Typical manifestations include the tendency for hot cracking in the weld (along grain boundaries) or reduced impact toughness (possibly below 27J) due to coarse grains.
II. The Impact of Key Temperature Parameters During Welding
In addition to ambient temperature, the preheat temperature, interpass temperature, and postheat temperature during welding are key controllable parameters that directly determine weldability:
1. Insufficient preheat temperature (<80°C for Q275 with a thickness of >10mm):
The cooling rate is rapid, the hardened layer in the heat-affected zone is thicker (possibly up to 1-3mm), and the risk of cold cracking is high.

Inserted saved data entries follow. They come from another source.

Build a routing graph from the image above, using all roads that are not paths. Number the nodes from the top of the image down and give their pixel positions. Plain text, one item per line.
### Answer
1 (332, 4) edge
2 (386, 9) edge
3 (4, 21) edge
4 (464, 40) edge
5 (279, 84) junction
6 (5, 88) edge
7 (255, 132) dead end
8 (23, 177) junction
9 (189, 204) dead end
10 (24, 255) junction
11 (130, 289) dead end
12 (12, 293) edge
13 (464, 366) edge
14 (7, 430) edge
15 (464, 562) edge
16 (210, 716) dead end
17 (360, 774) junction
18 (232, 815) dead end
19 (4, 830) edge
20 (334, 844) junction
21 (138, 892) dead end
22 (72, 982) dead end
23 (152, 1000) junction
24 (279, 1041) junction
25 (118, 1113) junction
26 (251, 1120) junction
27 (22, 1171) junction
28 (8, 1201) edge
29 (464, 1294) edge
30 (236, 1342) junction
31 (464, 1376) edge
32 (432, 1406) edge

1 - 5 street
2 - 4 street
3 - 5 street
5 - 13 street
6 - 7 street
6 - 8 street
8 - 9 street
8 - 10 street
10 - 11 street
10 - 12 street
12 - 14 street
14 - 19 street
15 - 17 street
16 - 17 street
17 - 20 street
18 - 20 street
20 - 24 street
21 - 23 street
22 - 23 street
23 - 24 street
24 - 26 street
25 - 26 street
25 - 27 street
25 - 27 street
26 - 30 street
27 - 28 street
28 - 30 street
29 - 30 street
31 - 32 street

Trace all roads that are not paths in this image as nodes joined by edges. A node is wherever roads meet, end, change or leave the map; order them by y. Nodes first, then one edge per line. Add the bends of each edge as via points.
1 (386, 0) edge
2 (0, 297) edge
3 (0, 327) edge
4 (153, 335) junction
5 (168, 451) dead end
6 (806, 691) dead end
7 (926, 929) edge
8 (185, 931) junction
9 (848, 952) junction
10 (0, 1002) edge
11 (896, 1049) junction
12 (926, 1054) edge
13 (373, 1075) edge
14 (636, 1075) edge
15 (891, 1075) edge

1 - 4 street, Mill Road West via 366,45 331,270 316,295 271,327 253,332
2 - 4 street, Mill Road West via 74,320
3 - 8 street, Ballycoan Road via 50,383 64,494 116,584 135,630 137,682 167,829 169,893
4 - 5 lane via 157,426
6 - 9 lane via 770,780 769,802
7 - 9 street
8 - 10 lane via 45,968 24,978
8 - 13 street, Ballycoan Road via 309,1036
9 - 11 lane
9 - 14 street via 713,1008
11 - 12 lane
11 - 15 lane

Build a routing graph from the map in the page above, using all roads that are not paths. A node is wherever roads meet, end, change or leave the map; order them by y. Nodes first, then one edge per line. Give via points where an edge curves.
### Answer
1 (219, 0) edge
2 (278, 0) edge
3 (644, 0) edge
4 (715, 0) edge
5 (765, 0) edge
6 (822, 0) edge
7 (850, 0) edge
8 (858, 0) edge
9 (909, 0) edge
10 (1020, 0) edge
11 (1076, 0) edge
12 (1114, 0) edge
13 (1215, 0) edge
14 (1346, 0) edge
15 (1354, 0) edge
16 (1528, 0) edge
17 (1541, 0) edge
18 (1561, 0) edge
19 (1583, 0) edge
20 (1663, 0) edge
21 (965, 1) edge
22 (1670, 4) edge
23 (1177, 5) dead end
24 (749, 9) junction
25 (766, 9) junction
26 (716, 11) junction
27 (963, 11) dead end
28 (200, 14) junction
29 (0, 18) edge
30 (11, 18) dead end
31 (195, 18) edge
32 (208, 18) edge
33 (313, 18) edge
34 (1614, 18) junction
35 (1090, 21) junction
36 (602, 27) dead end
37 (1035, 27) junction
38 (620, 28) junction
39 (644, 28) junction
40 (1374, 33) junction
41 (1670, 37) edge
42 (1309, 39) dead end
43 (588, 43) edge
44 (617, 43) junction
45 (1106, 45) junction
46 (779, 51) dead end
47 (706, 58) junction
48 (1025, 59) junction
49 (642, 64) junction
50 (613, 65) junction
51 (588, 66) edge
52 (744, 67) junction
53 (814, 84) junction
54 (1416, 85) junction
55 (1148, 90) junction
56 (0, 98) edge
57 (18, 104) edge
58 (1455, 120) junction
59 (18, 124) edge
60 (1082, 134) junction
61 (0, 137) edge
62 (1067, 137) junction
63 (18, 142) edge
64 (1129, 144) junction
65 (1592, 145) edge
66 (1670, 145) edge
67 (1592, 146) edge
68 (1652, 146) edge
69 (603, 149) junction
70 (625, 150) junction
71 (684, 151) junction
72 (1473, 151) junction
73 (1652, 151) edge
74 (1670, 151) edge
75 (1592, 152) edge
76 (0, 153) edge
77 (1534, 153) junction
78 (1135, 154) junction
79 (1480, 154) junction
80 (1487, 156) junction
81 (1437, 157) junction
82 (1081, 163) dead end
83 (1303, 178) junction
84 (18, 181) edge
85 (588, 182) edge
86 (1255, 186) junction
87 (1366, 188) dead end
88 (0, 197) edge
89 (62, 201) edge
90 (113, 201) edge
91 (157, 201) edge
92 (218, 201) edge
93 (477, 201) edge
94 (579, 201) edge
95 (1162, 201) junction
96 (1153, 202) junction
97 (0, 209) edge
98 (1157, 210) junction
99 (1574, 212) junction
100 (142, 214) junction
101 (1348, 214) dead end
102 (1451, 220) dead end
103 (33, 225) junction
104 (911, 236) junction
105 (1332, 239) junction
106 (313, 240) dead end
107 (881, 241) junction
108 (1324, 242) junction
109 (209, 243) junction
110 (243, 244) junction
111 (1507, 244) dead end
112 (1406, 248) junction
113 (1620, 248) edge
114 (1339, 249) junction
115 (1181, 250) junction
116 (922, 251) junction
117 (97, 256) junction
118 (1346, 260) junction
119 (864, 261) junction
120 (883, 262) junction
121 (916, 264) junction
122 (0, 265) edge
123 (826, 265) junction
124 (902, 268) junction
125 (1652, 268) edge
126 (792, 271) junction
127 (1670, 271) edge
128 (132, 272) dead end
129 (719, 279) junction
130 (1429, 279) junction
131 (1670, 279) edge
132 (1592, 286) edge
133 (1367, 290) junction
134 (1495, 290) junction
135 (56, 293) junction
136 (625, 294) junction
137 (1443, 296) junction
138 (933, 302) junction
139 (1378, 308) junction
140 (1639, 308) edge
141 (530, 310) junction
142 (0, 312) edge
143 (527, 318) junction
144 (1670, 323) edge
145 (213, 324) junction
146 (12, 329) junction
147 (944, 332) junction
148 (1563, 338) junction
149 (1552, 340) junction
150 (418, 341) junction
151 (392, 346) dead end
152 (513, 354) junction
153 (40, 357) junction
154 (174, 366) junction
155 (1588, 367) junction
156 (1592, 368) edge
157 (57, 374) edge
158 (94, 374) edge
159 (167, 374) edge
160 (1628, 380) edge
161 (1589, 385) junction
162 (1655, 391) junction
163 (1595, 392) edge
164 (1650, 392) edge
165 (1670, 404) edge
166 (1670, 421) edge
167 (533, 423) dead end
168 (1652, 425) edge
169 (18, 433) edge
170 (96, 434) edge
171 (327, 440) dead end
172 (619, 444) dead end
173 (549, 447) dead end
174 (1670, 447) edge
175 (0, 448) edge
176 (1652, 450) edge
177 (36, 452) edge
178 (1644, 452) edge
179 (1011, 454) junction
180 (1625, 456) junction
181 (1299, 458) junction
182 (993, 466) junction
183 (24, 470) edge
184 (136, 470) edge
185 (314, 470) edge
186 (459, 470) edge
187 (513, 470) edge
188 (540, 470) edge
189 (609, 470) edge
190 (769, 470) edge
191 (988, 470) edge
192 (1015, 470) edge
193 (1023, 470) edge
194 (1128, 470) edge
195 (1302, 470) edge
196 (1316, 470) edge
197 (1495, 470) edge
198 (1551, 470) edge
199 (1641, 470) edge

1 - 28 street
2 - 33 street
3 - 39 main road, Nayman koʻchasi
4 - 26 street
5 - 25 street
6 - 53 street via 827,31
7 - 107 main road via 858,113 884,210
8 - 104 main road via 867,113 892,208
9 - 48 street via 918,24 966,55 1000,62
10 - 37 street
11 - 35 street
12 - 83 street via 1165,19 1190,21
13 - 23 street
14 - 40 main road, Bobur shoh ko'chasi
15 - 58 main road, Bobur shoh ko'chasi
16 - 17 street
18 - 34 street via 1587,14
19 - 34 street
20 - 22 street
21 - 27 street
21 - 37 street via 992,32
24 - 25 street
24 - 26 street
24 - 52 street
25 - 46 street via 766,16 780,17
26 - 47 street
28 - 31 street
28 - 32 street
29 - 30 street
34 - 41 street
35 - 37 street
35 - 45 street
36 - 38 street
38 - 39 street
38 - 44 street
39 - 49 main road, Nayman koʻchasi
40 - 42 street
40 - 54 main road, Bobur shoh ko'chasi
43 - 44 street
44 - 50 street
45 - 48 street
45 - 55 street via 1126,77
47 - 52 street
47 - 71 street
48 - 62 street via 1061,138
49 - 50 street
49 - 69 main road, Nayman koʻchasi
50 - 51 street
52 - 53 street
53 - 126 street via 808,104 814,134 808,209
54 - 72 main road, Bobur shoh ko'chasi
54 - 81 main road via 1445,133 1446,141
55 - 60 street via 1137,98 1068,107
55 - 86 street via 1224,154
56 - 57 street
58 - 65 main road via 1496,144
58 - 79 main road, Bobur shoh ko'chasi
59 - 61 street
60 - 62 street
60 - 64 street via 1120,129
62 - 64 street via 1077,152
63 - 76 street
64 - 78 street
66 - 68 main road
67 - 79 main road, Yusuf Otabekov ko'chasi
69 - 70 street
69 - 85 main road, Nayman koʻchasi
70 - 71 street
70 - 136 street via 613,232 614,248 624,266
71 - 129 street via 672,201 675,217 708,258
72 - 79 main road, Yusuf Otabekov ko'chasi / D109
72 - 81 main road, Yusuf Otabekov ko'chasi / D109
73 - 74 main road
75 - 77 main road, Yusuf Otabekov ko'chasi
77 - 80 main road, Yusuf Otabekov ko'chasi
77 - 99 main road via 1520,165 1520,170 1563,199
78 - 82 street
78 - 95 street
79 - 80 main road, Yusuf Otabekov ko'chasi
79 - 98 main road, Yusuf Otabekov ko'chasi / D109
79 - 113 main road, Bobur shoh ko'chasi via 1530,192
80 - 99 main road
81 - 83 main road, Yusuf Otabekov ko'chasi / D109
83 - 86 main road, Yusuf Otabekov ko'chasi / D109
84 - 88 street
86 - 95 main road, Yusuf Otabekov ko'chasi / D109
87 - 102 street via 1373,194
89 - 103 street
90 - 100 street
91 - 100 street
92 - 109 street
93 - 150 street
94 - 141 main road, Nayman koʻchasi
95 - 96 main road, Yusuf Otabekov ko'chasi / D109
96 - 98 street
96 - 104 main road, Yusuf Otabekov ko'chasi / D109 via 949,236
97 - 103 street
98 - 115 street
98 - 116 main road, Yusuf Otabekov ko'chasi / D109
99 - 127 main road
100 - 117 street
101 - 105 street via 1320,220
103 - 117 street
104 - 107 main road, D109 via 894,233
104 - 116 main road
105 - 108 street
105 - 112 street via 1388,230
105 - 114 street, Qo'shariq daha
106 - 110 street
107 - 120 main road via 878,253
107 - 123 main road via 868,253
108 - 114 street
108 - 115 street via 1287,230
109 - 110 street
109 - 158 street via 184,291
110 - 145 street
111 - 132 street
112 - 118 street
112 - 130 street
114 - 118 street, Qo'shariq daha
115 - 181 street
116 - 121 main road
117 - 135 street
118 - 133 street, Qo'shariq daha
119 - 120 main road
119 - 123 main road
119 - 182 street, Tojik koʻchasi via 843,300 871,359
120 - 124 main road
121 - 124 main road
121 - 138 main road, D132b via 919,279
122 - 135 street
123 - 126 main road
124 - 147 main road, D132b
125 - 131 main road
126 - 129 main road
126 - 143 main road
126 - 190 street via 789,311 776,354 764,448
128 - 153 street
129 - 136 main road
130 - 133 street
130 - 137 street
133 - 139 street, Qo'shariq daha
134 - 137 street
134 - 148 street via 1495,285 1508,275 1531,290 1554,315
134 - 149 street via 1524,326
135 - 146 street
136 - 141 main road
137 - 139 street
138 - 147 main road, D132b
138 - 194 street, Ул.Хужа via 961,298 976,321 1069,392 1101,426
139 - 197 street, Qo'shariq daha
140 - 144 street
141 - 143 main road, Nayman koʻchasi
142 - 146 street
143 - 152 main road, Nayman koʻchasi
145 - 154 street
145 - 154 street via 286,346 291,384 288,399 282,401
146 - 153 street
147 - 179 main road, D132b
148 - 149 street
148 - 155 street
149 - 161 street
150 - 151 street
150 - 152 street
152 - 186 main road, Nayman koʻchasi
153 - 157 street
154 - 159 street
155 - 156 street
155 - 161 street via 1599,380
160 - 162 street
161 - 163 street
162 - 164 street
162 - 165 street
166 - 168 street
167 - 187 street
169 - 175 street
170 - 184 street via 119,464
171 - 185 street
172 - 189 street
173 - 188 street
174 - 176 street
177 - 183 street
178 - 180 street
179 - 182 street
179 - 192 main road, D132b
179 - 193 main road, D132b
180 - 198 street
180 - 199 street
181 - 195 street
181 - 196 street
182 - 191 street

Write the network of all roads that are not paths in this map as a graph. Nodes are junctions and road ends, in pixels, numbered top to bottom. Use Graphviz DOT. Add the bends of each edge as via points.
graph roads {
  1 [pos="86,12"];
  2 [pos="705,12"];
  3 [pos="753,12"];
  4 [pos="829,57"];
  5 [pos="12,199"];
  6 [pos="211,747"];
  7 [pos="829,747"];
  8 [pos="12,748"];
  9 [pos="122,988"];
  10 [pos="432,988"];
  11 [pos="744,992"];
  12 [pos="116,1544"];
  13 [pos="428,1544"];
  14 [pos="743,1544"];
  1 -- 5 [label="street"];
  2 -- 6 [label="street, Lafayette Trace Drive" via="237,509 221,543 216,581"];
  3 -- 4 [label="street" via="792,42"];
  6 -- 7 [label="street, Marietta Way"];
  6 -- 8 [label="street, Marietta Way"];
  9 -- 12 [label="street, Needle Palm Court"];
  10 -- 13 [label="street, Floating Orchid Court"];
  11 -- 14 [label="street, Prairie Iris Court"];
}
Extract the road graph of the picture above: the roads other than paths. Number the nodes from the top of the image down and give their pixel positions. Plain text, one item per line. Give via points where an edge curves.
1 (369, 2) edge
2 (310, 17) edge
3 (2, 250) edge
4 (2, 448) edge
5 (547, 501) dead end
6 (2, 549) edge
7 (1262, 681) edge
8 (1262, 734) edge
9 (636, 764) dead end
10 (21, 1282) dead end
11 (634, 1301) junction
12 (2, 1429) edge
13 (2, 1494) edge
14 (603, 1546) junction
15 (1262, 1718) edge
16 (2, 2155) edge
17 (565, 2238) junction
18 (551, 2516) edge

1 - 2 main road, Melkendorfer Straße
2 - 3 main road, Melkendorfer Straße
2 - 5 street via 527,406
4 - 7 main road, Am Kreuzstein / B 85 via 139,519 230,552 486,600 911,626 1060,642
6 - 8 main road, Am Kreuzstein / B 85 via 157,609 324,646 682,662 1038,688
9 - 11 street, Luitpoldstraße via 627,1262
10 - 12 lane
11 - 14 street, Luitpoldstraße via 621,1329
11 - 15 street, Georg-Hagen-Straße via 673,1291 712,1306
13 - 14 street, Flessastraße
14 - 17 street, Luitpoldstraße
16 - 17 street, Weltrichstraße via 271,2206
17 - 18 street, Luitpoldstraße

Cracks are almost certain to occur, especially at low temperatures. 2. Appropriate preheating temperature (80-150°C):
Slowing the cooling rate prevents the formation of large amounts of martensite. The heat-affected zone (HAZ) is dominated by pearlite and ferrite, resulting in a reduced degree of hardening and ample time for hydrogen diffusion and escape, significantly reducing the risk of cold cracking. This is the recommended range for Q275 welding.
3. Excessively high preheating temperature (>200°C):
While cold cracking can be completely avoided, it will result in coarsening of the HAZ grains (austenite grain growth), reduced weld and HAZ toughness (impact energy may decrease by 10%-20%), and increased energy consumption and deformation risk.
4. Excessively low interpass temperature (<150°C, for multi-layer welding):
This is equivalent to "secondary rapid cooling," resulting in cumulative hardening of the HAZ in each weld pass. This leads to cumulative cracking risk, especially when welding thick plates in multiple layers. 5. Post-heating temperature (250-350°C for 1-2 hours after welding):
This promotes hydrogen diffusion ("dehydrogenation") and reduces delayed cracking. This is particularly important for welding in low-temperature environments and can reduce the incidence of cold cracking by over 80%.